How does this impact the life and death of TCs? We anticipate that human rights treaties will not increase the lifespan of TCs per se, but instead condition whether they are terminated via forceful or peaceful reintegration into the host state. Forceful reintegration seldom occurs through conventional warfare alone and typically entails some degree of armed repression of civilians, be it through political imprisonment, torture, one-sided killing, or other forms of abuse. Applying these strategies is not only costlier for signatory host states, but may also backfire if they draw international attention to the plight of TCs. In contrast, strategies of peaceful reintegration not only reduce the risk of sanctions, but may also attract positive reinforcement from other members of the treaty regime eager to support the peaceful resolution of potential powder kegs of violence and repression. Cast in bargaining terms, human rights treaties also function as a costly signal by which states make clear(er) their commitment to human rights, reducing uncertainty and (at least partly) assuaging concerns the TC's peaceful disbandment would be taken advantage of by their host. Thus, TCs are more likely to experience a peaceful end when their hosts are committed to human rights treaties:Footnote 10
Testing our hypothesis opens an important and unexplored dimension of the impact of the international human rights regime. A significant portion of the world's population exists within TCs and therefore is a core community at risk of experiencing state violence. This is also a particularly difficult testing ground for optimistic theories of human rights compliance because treaties have to alter state behavior in a highly salient issue arena.
Research Design
In our analyses, we study how long TCs persist. TCs are political entities controlling populated territories but lacking sovereign recognition. Their governance of territory and population is sometimes rudimentary, but the same is true for sovereign states in much of the developing world. What qualifies a political entity as a TC is that it can plausibly be argued to be the non-sovereign political authority within a populated territory; that is what is meant by “control” of territory. Such control is evident when a TC removes the sovereign state's representatives from the area, or when it taxes the population and when it provides services in replacement of the sovereign state. Similarly, if a sovereign state undertakes an invasion to reclaim control of territory, that is evidence a TC has been in control. We are able to study a broad sample of TCs thanks to a recently released dataset (Lemke and Crabtree Reference Lemke and Crabtree2020). The dataset was collected by treating sovereign states as sampling units and then pouring over the histories (primarily books and journal articles) of each state in the sample in search of instances where someone other than the sovereign state controlled territory within the sovereign state's borders. Our Online Appendix features a full list of the TCs, the host states in which they resided, the years of their existence, and the manner of their deaths.

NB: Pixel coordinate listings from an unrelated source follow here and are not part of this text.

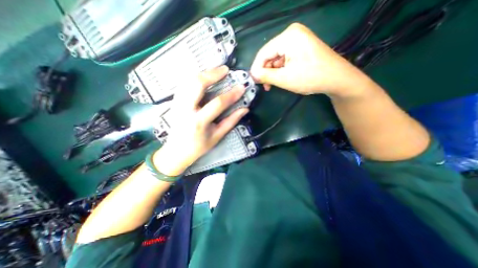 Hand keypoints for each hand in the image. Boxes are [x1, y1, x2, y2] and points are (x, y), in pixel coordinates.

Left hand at [153, 66, 249, 176]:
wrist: (176, 152)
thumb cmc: (198, 147)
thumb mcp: (217, 137)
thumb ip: (231, 122)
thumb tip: (244, 109)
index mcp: (199, 122)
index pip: (218, 103)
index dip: (231, 94)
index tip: (241, 87)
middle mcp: (186, 110)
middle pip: (197, 84)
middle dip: (212, 74)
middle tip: (225, 70)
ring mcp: (177, 104)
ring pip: (188, 81)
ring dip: (203, 73)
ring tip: (216, 71)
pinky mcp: (174, 102)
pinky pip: (184, 84)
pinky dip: (194, 78)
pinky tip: (203, 77)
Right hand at [252, 23, 370, 96]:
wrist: (337, 79)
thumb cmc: (310, 77)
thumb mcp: (284, 78)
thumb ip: (265, 76)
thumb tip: (252, 75)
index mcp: (288, 37)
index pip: (263, 53)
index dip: (256, 68)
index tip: (253, 81)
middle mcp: (292, 34)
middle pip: (270, 54)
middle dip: (265, 71)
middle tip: (263, 85)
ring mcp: (298, 40)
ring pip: (276, 58)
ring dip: (272, 72)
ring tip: (271, 85)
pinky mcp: (301, 47)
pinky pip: (284, 58)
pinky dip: (280, 69)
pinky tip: (280, 78) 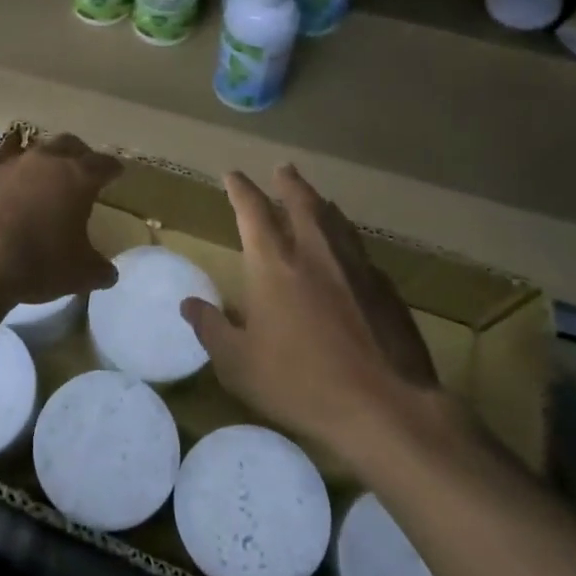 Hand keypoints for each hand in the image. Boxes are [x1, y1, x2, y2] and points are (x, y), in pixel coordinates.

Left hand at [0, 133, 121, 307]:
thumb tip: (108, 272)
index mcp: (77, 177)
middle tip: (82, 167)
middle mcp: (44, 162)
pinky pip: (0, 174)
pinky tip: (7, 201)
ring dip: (40, 165)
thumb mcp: (79, 274)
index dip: (112, 169)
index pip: (103, 164)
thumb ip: (98, 269)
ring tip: (43, 183)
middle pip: (67, 144)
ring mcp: (7, 167)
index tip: (116, 172)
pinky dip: (9, 184)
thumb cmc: (38, 261)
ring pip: (31, 154)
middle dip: (78, 153)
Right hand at [182, 165, 443, 458]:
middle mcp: (315, 253)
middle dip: (289, 183)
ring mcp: (356, 268)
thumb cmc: (299, 383)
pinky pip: (360, 251)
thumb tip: (189, 304)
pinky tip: (350, 254)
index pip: (253, 211)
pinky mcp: (386, 290)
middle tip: (283, 168)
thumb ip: (211, 328)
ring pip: (336, 221)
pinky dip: (347, 239)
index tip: (233, 174)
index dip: (241, 189)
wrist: (385, 407)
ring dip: (322, 204)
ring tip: (317, 198)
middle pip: (302, 202)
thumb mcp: (238, 363)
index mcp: (274, 264)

Often, the TCs identified are rebels, but about one-fifth of TCs are never in conflict with any other political entities, whether that be the sovereign state or another TC. Of the TCs that do resort to military conflict, they are involved in such conflict only about half of the time they exist. Thus, rather than focusing merely on rebels, we study all instances where a non-sovereign entity controls some part of a state's territory because that existence is a clear threat to the sovereign state, even absent fighting. For example, the persistence of Somaliland is a profound threat to the restoration of a Republic of Somalia, even though there has never been fighting between Somalia and Somaliland. Similarly, the Mon people of Burma have been a TC since 1958 but are only identified by the Armed Conflict Data as a rebel group from 1959 to 1963 and again in 1990. Thus, even when a TC is sometimes a rebel group, a great deal of years in which the sovereign state is challenged are added by considering all TC years rather than just years of active hostilities. Focusing only on territorial rebel groups as “the” threat sovereign states most dread denies us the opportunity to consider all groups that take territory from a sovereign state and all the periods after civil war hostilities end but in which a non-sovereign entity continues to deny the sovereign state control of all of its territory. Focusing on TCs therefore allows us to avoid selecting non-state actors based on whether they are actively engaged in violence. It also moves us further from the bias toward state-centric analyses of territorial governance (Scott Reference Scott2009). We analyze patterns of TC survival between 1948 and 2010.
Dependent Variables
Our dependent variables record how long TCs survive and the manner in which they die. The two types of death we are concerned with are: (1) peaceful reintegration, which occurs when some political bargain is reached between the TC and host whereby the former relinquishes territorial control; and (2) forceful reintegration, occurring through the direct conquest of the TC by the host state. Of the 145 post-Second World War TCs in the dataset, 43 (29.45 per cent) are peacefully reintegrated, 50 (34.24 per cent) die through forceful reintegration, and 27 (18.49 per cent) still existed in 2010, the final year of observation. The remaining TCs died either through absorption into another TC or by promotion to sovereign statehood (typically after defeating their hosts militarily), and we treat these cases as censored observations in our empirical analysis (for a descriptive analysis, see Online Appendix B).
Explanatory Variables
Our two key explanatory variables are interstate rivalry and embeddedness in the international human rights regime. Rivalry is recorded using Thompson and Dreyer's (Reference Thompson and Dreyer2011) dataset, which identifies international dyads where mutual threat perceptions are high.Footnote 11 From these data, we construct a count of how many rivalries a host state is involved in within any country-year. We rely on a count indicator under the presumption that most rivals have an incentive to support TCs in one another, but the more rivals that are present, the more opportunities exist for subversion. We do not limit ourselves to contiguous rivals because subversion can be, and often is, pursued from a distance.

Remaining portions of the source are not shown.